Meski demikian, Agha belum mengungkap secara rinci identitas maupun latar belakang dua tersangka tersebut, termasuk apakah mereka merupakan bagian dari komunitas kurir atau bukan.
“Ini baru dua, yang lain masih pengembangan. Kami masih memburu pelaku lainnya,” lanjutnya.
Polisi kini tengah menyisir jejak digital dan rekaman CCTV untuk mengidentifikasi pelaku lain yang terlibat dalam aksi anarkis tersebut.
ShopeeFood Angkat Suara: Keterlambatan Hanya 8 Menit
Di tengah simpang siur informasi soal keterlambatan pesanan yang disebut menjadi pemicu utama amarah pelanggan, pihak ShopeeFood akhirnya angkat bicara. Rizkyandi Ramadhan, Head of Business Development ShopeeFood Indonesia, menegaskan bahwa berdasarkan data internal mereka, keterlambatan pengiriman hanya delapan menit, bukan berjam-jam seperti yang ramai diberitakan.
“Berdasarkan sistem, keterlambatan tercatat dari estimasi awal pukul 21.22 WIB menjadi 21.30 WIB,” jelas Rizkyandi dalam keterangannya, Minggu (6/7).
Menurutnya, keterlambatan tersebut disebabkan oleh kondisi lalu lintas, dan aplikasi ShopeeFood telah memberikan estimasi waktu yang disesuaikan secara otomatis dengan situasi di lapangan.
Pernyataan ini berbeda dengan informasi yang sebelumnya disampaikan oleh Ketua RT setempat, yang menyebut bahwa keterlambatan mencapai berjam-jam.
Potret Buram Relasi Kurir dan Pelanggan
Peristiwa ini membuka kembali diskursus soal relasi antara kurir dan pelanggan di era layanan digital. Ketergantungan masyarakat pada layanan antar makanan semakin tinggi, namun di sisi lain, tekanan terhadap para kurir juga meningkat, baik dari sisi waktu, tuntutan layanan, hingga interaksi dengan pelanggan.
Aksi solidaritas ini, meski berangkat dari empati terhadap sesama rekan kerja, menunjukkan bahwa akumulasi tekanan dan emosi dapat berujung pada tindakan yang kontraproduktif, bahkan kriminal.
Pihak kepolisian pun mengimbau agar masyarakat tidak main hakim sendiri dalam menyelesaikan konflik. “Kami minta semua pihak menahan diri dan menyerahkan proses hukum kepada aparat penegak hukum,” tegas Agha.
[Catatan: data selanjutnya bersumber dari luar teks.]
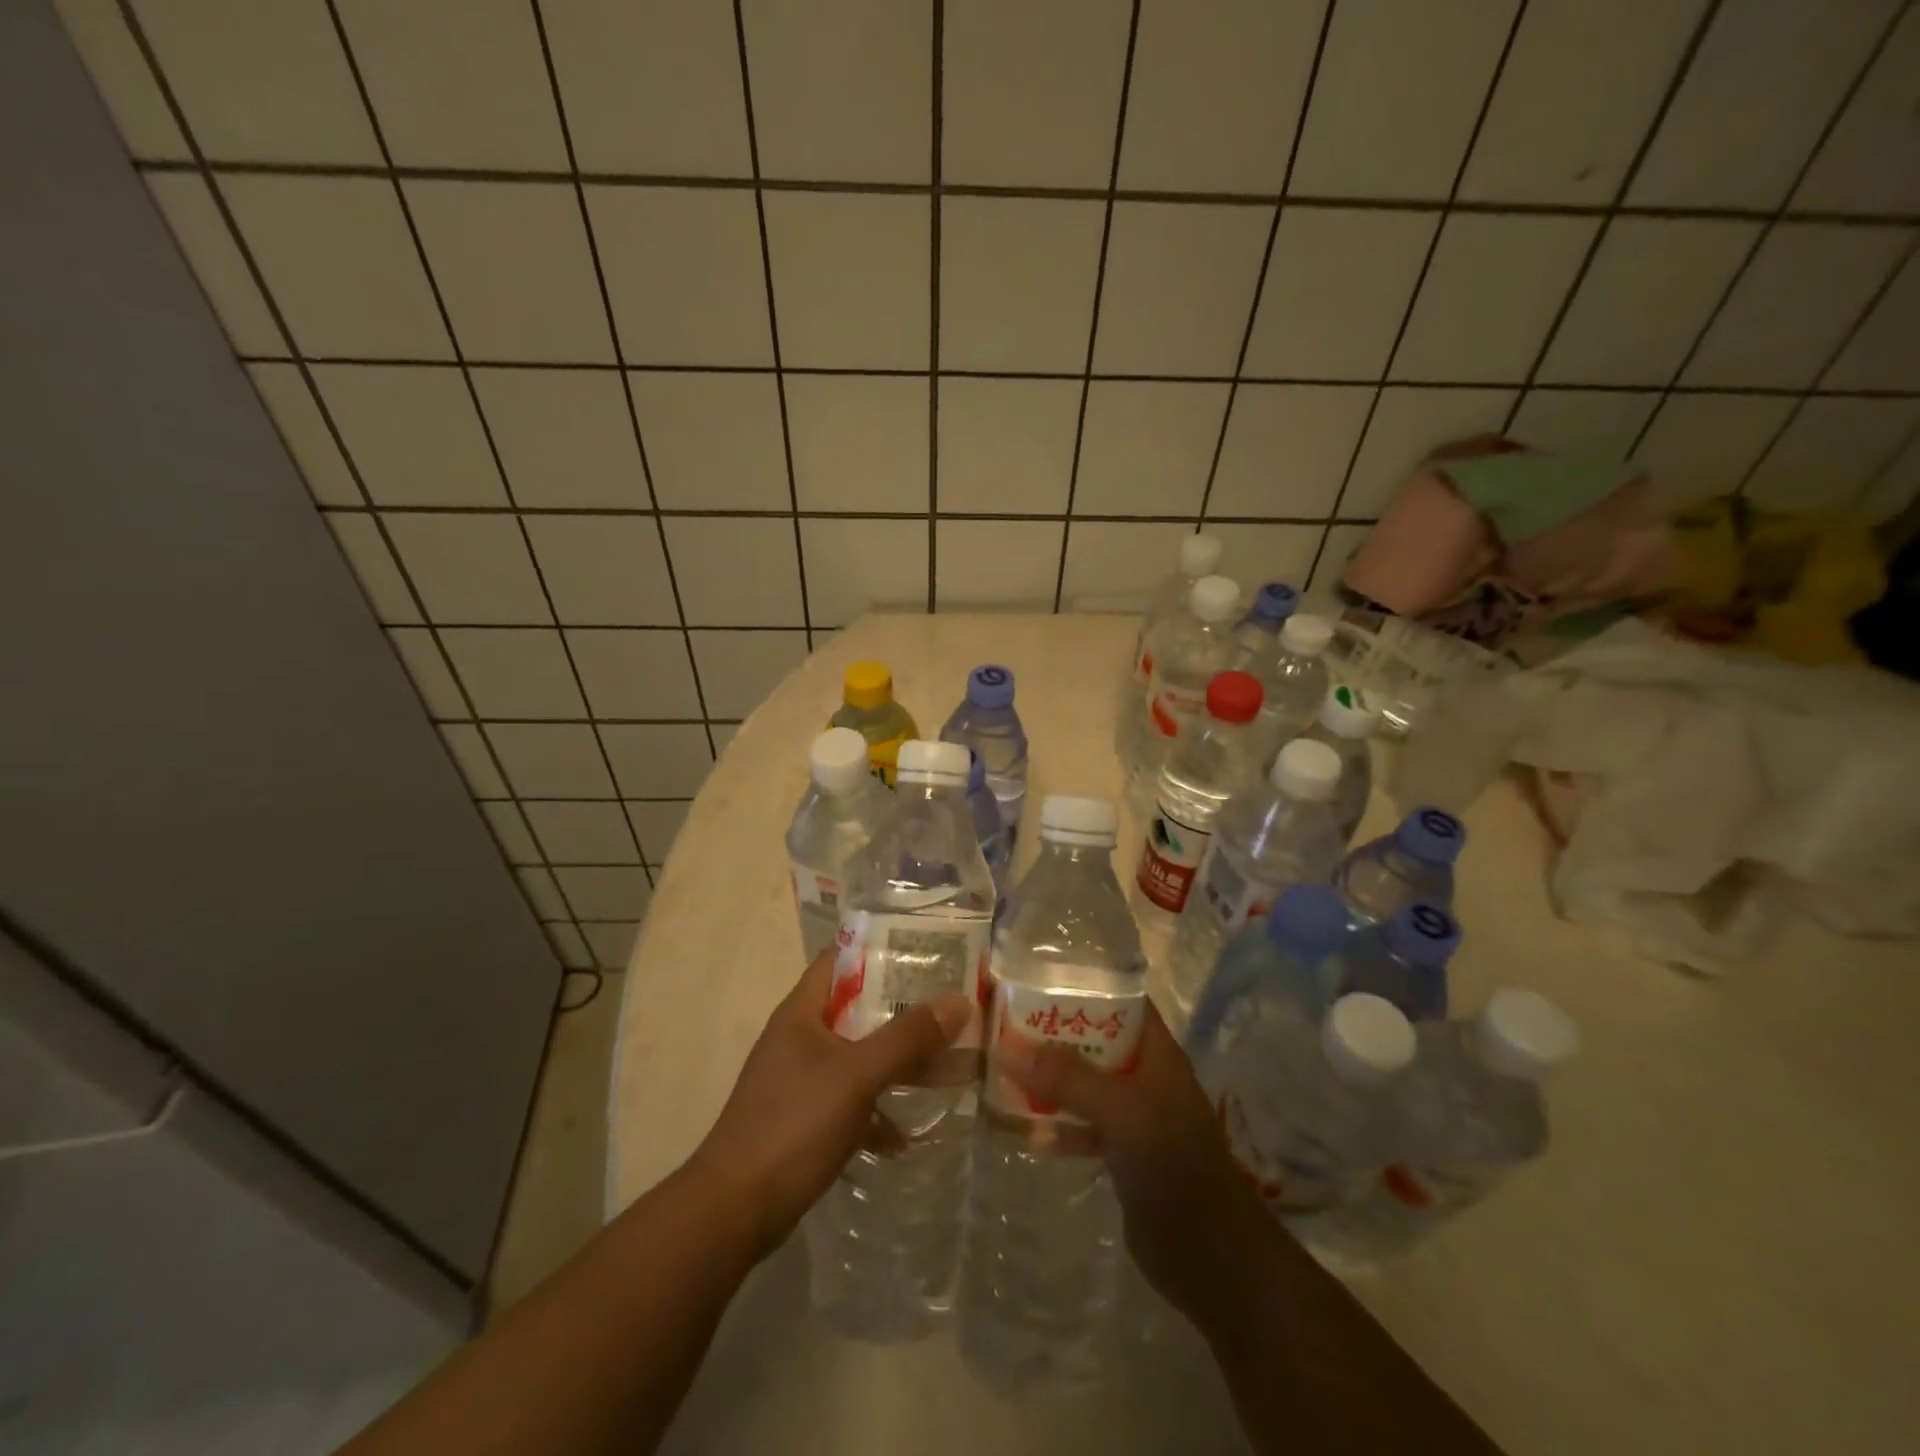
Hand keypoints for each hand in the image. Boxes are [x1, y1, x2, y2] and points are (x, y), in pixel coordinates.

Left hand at [689, 948, 970, 1261]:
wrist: (734, 1211)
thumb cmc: (793, 1124)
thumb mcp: (856, 1074)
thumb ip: (907, 1037)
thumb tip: (959, 1000)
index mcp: (802, 1011)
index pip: (842, 958)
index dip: (882, 947)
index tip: (927, 948)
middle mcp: (800, 1037)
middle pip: (857, 1007)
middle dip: (901, 1007)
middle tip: (949, 1003)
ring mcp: (801, 1079)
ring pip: (858, 1055)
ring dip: (896, 1059)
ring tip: (945, 1061)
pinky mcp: (806, 1119)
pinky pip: (852, 1099)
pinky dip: (879, 1108)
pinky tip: (909, 1132)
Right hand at [999, 1000, 1276, 1332]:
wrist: (1210, 1256)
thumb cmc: (1172, 1164)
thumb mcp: (1120, 1110)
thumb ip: (1067, 1077)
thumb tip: (1007, 1047)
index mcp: (1155, 1051)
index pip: (1119, 998)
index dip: (1082, 983)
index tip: (1033, 976)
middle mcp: (1144, 1075)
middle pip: (1094, 1040)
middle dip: (1053, 1032)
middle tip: (1002, 1021)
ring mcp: (1133, 1115)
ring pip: (1083, 1083)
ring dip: (1048, 1077)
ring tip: (1000, 1066)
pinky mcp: (1121, 1153)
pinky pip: (1080, 1125)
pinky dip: (1053, 1123)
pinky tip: (1016, 1124)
Aksi yang Berujung Penyesalan
Peristiwa ini menyisakan pelajaran penting: solidaritas seharusnya tidak menjadi alasan untuk melakukan tindakan melawan hukum. Kini, dua orang telah mendekam di balik jeruji besi, dan proses hukum masih terus berjalan untuk para pelaku lainnya.
Di tengah era digital, ketika emosi mudah tersulut oleh narasi media sosial, kontrol diri dan penyelesaian konflik secara damai harus tetap menjadi prioritas. Karena satu tindakan gegabah, bisa berujung pada konsekuensi hukum yang berat dan panjang.